[Stored data entries]
--------
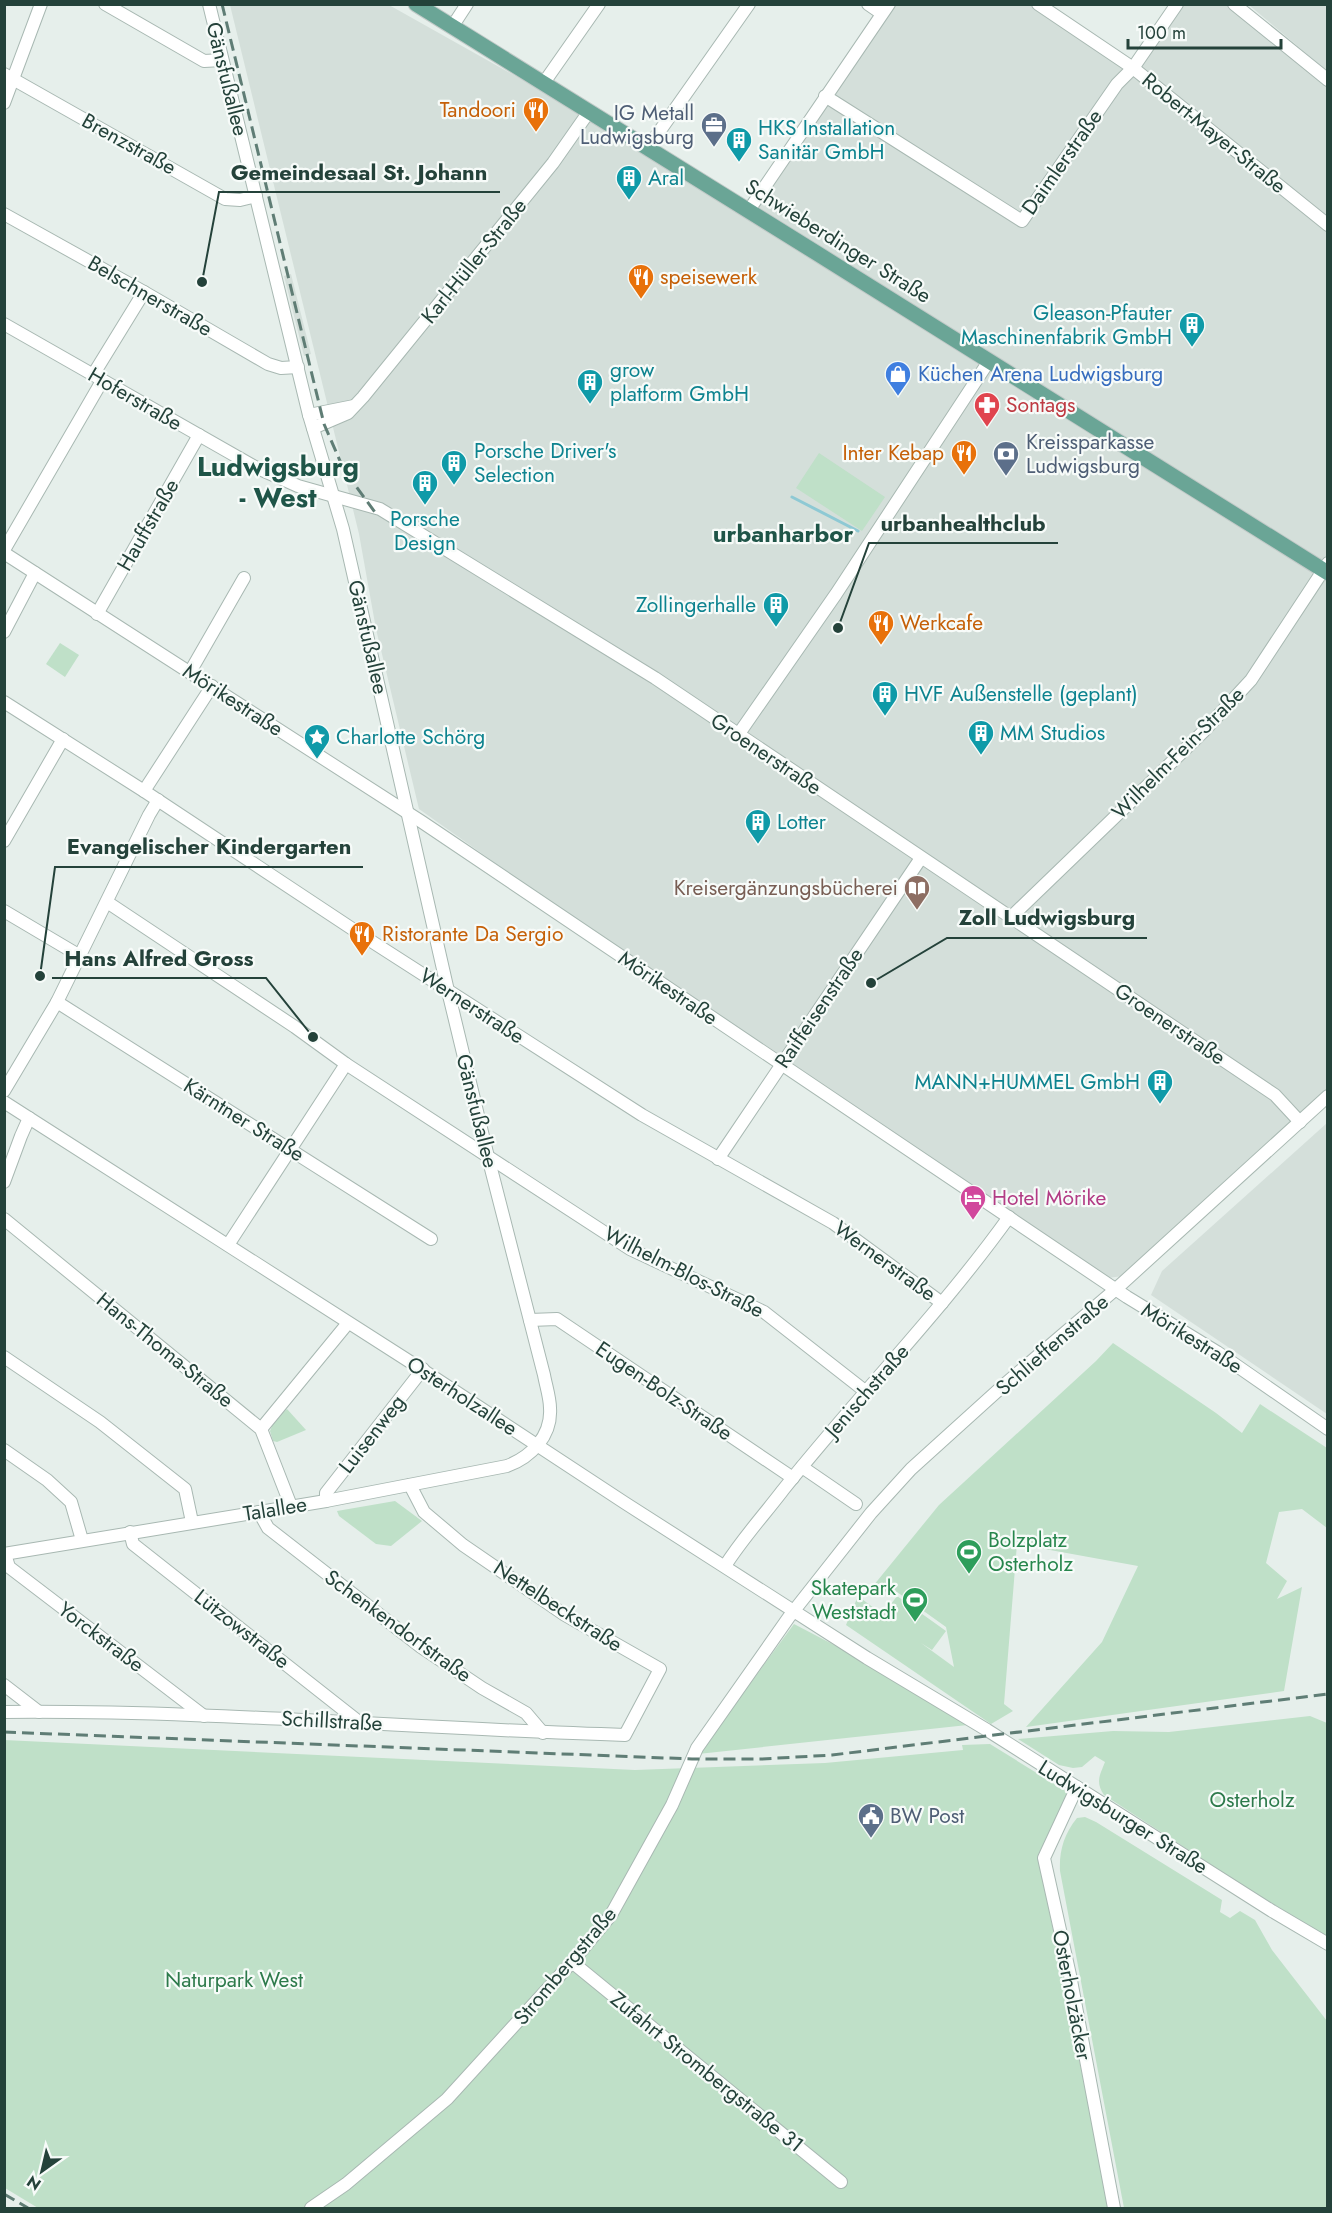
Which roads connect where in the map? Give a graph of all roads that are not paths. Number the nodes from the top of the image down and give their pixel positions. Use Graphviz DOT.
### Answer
graph roads {
  1 [pos="41,4"];
  2 [pos="105,4"];
  3 [pos="209,4"];
  4 [pos="416,4"];
  5 [pos="467,4"];
  6 [pos="599,4"];
  7 [pos="749,4"];
  8 [pos="867,4"];
  9 [pos="1038,4"];
  10 [pos="1177,4"];
  11 [pos="1234,4"];
  12 [pos="885,9"];
  13 [pos="452,27"];
  14 [pos="222,60"];
  15 [pos="1133,68"];
  16 [pos="9,77"];
  17 [pos="1328,80"];
  18 [pos="543,84"];
  19 [pos="825,96"];
  20 [pos="4,103"];
  21 [pos="588,113"];
  22 [pos="647,149"];
  23 [pos="256,196"];
  24 [pos="749,210"];
  25 [pos="4,214"];
  26 [pos="1328,225"];
  27 [pos="144,292"];
  28 [pos="4,324"];
  29 [pos="989,361"];
  30 [pos="298,367"];
  31 [pos="98,378"];
  32 [pos="311,421"];
  33 [pos="199,435"];
  34 [pos="334,496"];
  35 [pos="4,552"];
  36 [pos="1326,569"];
  37 [pos="35,573"];
  38 [pos="244,578"];
  39 [pos="97,614"];
  40 [pos="4,632"];
  41 [pos="190,672"];
  42 [pos="212,686"];
  43 [pos="4,702"];
  44 [pos="738,735"];
  45 [pos="63,739"];
  46 [pos="144,791"];
  47 [pos="158,801"];
  48 [pos="409,814"];
  49 [pos="4,841"];
  50 [pos="921,858"];
  51 [pos="107,902"];
  52 [pos="4,911"];
  53 [pos="1010,918"];
  54 [pos="80,956"];
  55 [pos="448,991"];
  56 [pos="57,1002"];
  57 [pos="346,1064"];
  58 [pos="780,1064"];
  59 [pos="4,1091"];
  60 [pos="1328,1096"];
  61 [pos="4,1102"];
  62 [pos="30,1118"];
  63 [pos="1300,1122"];
  64 [pos="291,1149"];
  65 [pos="488,1157"];
  66 [pos="718,1159"];
  67 [pos="4,1182"];
  68 [pos="1009,1216"];
  69 [pos="4,1219"];
  70 [pos="431,1239"];
  71 [pos="228,1245"];
  72 [pos="1116,1289"];
  73 [pos="942,1303"];
  74 [pos="530,1320"];
  75 [pos="348,1323"];
  76 [pos="4,1357"];
  77 [pos="423,1369"];
  78 [pos="865,1390"];
  79 [pos="261,1429"];
  80 [pos="1328,1429"];
  81 [pos="538,1445"];
  82 [pos="4,1450"];
  83 [pos="802,1467"];
  84 [pos="793,1478"];
  85 [pos="410,1485"];
  86 [pos="326,1501"];
  87 [pos="856,1504"];
  88 [pos="291,1506"];
  89 [pos="260,1512"];
  90 [pos="192,1522"];
  91 [pos="130,1532"];
  92 [pos="82,1540"];
  93 [pos="5,1554"];
  94 [pos="725,1566"];
  95 [pos="794,1611"];
  96 [pos="4,1686"];
  97 [pos="919,1690"];
  98 [pos="39,1712"];
  99 [pos="4,1713"];
  100 [pos="204,1716"];
  101 [pos="359,1722"];
  102 [pos="543,1733"];
  103 [pos="625,1735"];
  104 [pos="1077,1787"];
  105 [pos="1328,1944"];
  106 [pos="572,1962"];
  107 [pos="841,2182"];
  108 [pos="311,2208"];
  109 [pos="1114,2208"];
  1 -- 16 [label="street"];
  2 -- 14 [label="street"];
  3 -- 14 [label="street, Gänsfußallee"];
  4 -- 13 [label="main road, Schwieberdinger Straße"];
  5 -- 13 [label="street"];
  6 -- 18 [label="street"];
  7 -- 22 [label="street"];
  8 -- 12 [label="street"];
  9 -- 15 [label="street, Robert-Mayer-Straße"];
  10 -- 15 [label="street, Daimlerstraße"];
  11 -- 17 [label="street"];
  12 -- 19 [label="street"];
  13 -- 18 [label="main road, Schwieberdinger Straße"];
  14 -- 23 [label="street, Gänsfußallee"];
  15 -- 19 [label="street, Daimlerstraße"];
  15 -- 26 [label="street, Robert-Mayer-Straße"];
  16 -- 20 [label="street"];
  16 -- 23 [label="street, Brenzstraße"];
  18 -- 21 [label="main road, Schwieberdinger Straße"];
  19 -- 24 [label="street"];
  21 -- 22 [label="main road, Schwieberdinger Straße"];
  21 -- 32 [label="street, Karl-Hüller-Straße"];
  22 -- 24 [label="main road, Schwieberdinger Straße"];
  23 -- 30 [label="street, Gänsfußallee"];
  24 -- 29 [label="main road, Schwieberdinger Straße"];
  25 -- 27 [label="street, Belschnerstraße"];
  27 -- 30 [label="street, Belschnerstraße"];
  27 -- 31 [label="street"];
  28 -- 31 [label="street, Hoferstraße"];
  29 -- 36 [label="main road, Schwieberdinger Straße"];
  29 -- 44 [label="street"];
  30 -- 32 [label="street, Gänsfußallee"];
  31 -- 33 [label="street, Hoferstraße"];
  31 -- 35 [label="street"];
  32 -- 34 [label="street, Gänsfußallee"];
  33 -- 34 [label="street, Hoferstraße"];
  33 -- 39 [label="street, Hauffstraße"];
  34 -- 44 [label="street, Groenerstraße"];
  34 -- 48 [label="street, Gänsfußallee"];
  35 -- 37 [label="street, Mörikestraße"];
  36 -- 53 [label="street, Wilhelm-Fein-Straße"];
  37 -- 39 [label="street, Mörikestraße"];
  37 -- 40 [label="street"];
  38 -- 41 [label="street"];
  39 -- 41 [label="street, Mörikestraße"];
  41 -- 42 [label="street, Mörikestraße"];
  42 -- 46 [label="street"];
  42 -- 48 [label="street, Mörikestraße"];
  43 -- 45 [label="street, Wernerstraße"];
  44 -- 50 [label="street, Groenerstraße"];
  45 -- 46 [label="street, Wernerstraße"];
  45 -- 49 [label="street"];
  46 -- 47 [label="street, Wernerstraße"];
  47 -- 51 [label="street"];
  47 -- 55 [label="street, Wernerstraße"];
  48 -- 55 [label="street, Gänsfußallee"];
  48 -- 58 [label="street, Mörikestraße"];
  50 -- 53 [label="street, Groenerstraße"];
  50 -- 58 [label="street, Raiffeisenstraße"];
  51 -- 54 [label="street"];
  51 -- 57 [label="street, Wilhelm-Blos-Straße"];
  52 -- 54 [label="street"];
  53 -- 63 [label="street, Groenerstraße"];
  54 -- 56 [label="street"];
  55 -- 65 [label="street, Gänsfußallee"];
  55 -- 66 [label="street, Wernerstraße"];
  56 -- 59 [label="street"];
  56 -- 64 [label="street, Kärntner Straße"];
  57 -- 64 [label="street"];
  57 -- 65 [label="street, Wilhelm-Blos-Straße"];
  58 -- 66 [label="street, Raiffeisenstraße"];
  58 -- 68 [label="street, Mörikestraße"];
  60 -- 63 [label="street, Schlieffenstraße"];
  61 -- 62 [label="street, Osterholzallee"];
  62 -- 67 [label="street"];
  62 -- 71 [label="street, Osterholzallee"];
  63 -- 72 [label="street, Schlieffenstraße"];
  64 -- 70 [label="street, Kärntner Straße"];
  64 -- 71 [label="street"];
  65 -- 74 [label="street, Gänsfußallee"];
  65 -- 78 [label="street, Wilhelm-Blos-Straße"];
  66 -- 73 [label="street, Wernerstraße"];
  68 -- 72 [label="street, Mörikestraße"];
  68 -- 73 [label="street, Jenischstraße"];
  69 -- 79 [label="street, Hans-Thoma-Straße"];
  71 -- 75 [label="street, Osterholzallee"];
  72 -- 80 [label="street, Mörikestraße"];
  72 -- 95 [label="street, Schlieffenstraße"];
  73 -- 78 [label="street, Jenischstraße"];
  74 -- 81 [label="street, Gänsfußallee"];
  74 -- 84 [label="street, Eugen-Bolz-Straße"];
  75 -- 77 [label="street, Osterholzallee"];
  75 -- 79 [label="street"];
  76 -- 90 [label="street"];
  77 -- 81 [label="street, Osterholzallee"];
  77 -- 86 [label="street, Luisenweg"];
  78 -- 83 [label="street, Jenischstraße"];
  79 -- 88 [label="street, Hans-Thoma-Straße"];
  81 -- 85 [label="street, Talallee"];
  81 -- 94 [label="street, Osterholzallee"];
  82 -- 92 [label="street"];
  83 -- 84 [label="street, Jenischstraße"];
  83 -- 87 [label="street"];
  84 -- 94 [label="street, Jenischstraße"];
  85 -- 86 [label="street, Talallee"];
  85 -- 103 [label="street, Nettelbeckstraße"];
  86 -- 88 [label="street, Talallee"];
  88 -- 89 [label="street, Talallee"];
  89 -- 90 [label="street, Talallee"];
  89 -- 102 [label="street, Schenkendorfstraße"];
  90 -- 91 [label="street, Talallee"];
  91 -- 92 [label="street, Talallee"];
  91 -- 101 [label="street, Lützowstraße"];
  92 -- 93 [label="street, Talallee"];
  93 -- 100 [label="street, Yorckstraße"];
  94 -- 95 [label="street, Osterholzallee"];
  95 -- 97 [label="street, Osterholzallee"];
  95 -- 106 [label="street, Strombergstraße"];
  96 -- 98 [label="street"];
  97 -- 104 [label="street, Ludwigsburger Straße"];
  98 -- 99 [label="street, Schillstraße"];
  98 -- 100 [label="street, Schillstraße"];
  100 -- 101 [label="street, Schillstraße"];
  101 -- 102 [label="street, Schillstraße"];
  102 -- 103 [label="street, Schillstraße"];
  104 -- 105 [label="street, Ludwigsburger Straße"];
  104 -- 109 [label="street, Osterholzäcker"];
  106 -- 107 [label="street, Zufahrt Strombergstraße 31"];
  106 -- 108 [label="street, Strombergstraße"];
}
--------
## Problem
In the data above, find each line where the string "Mayer" appears, then copy it.

## Output of the exercise
  9 -- 15 [label="street, Robert-Mayer-Straße"];
  15 -- 26 [label="street, Robert-Mayer-Straße"];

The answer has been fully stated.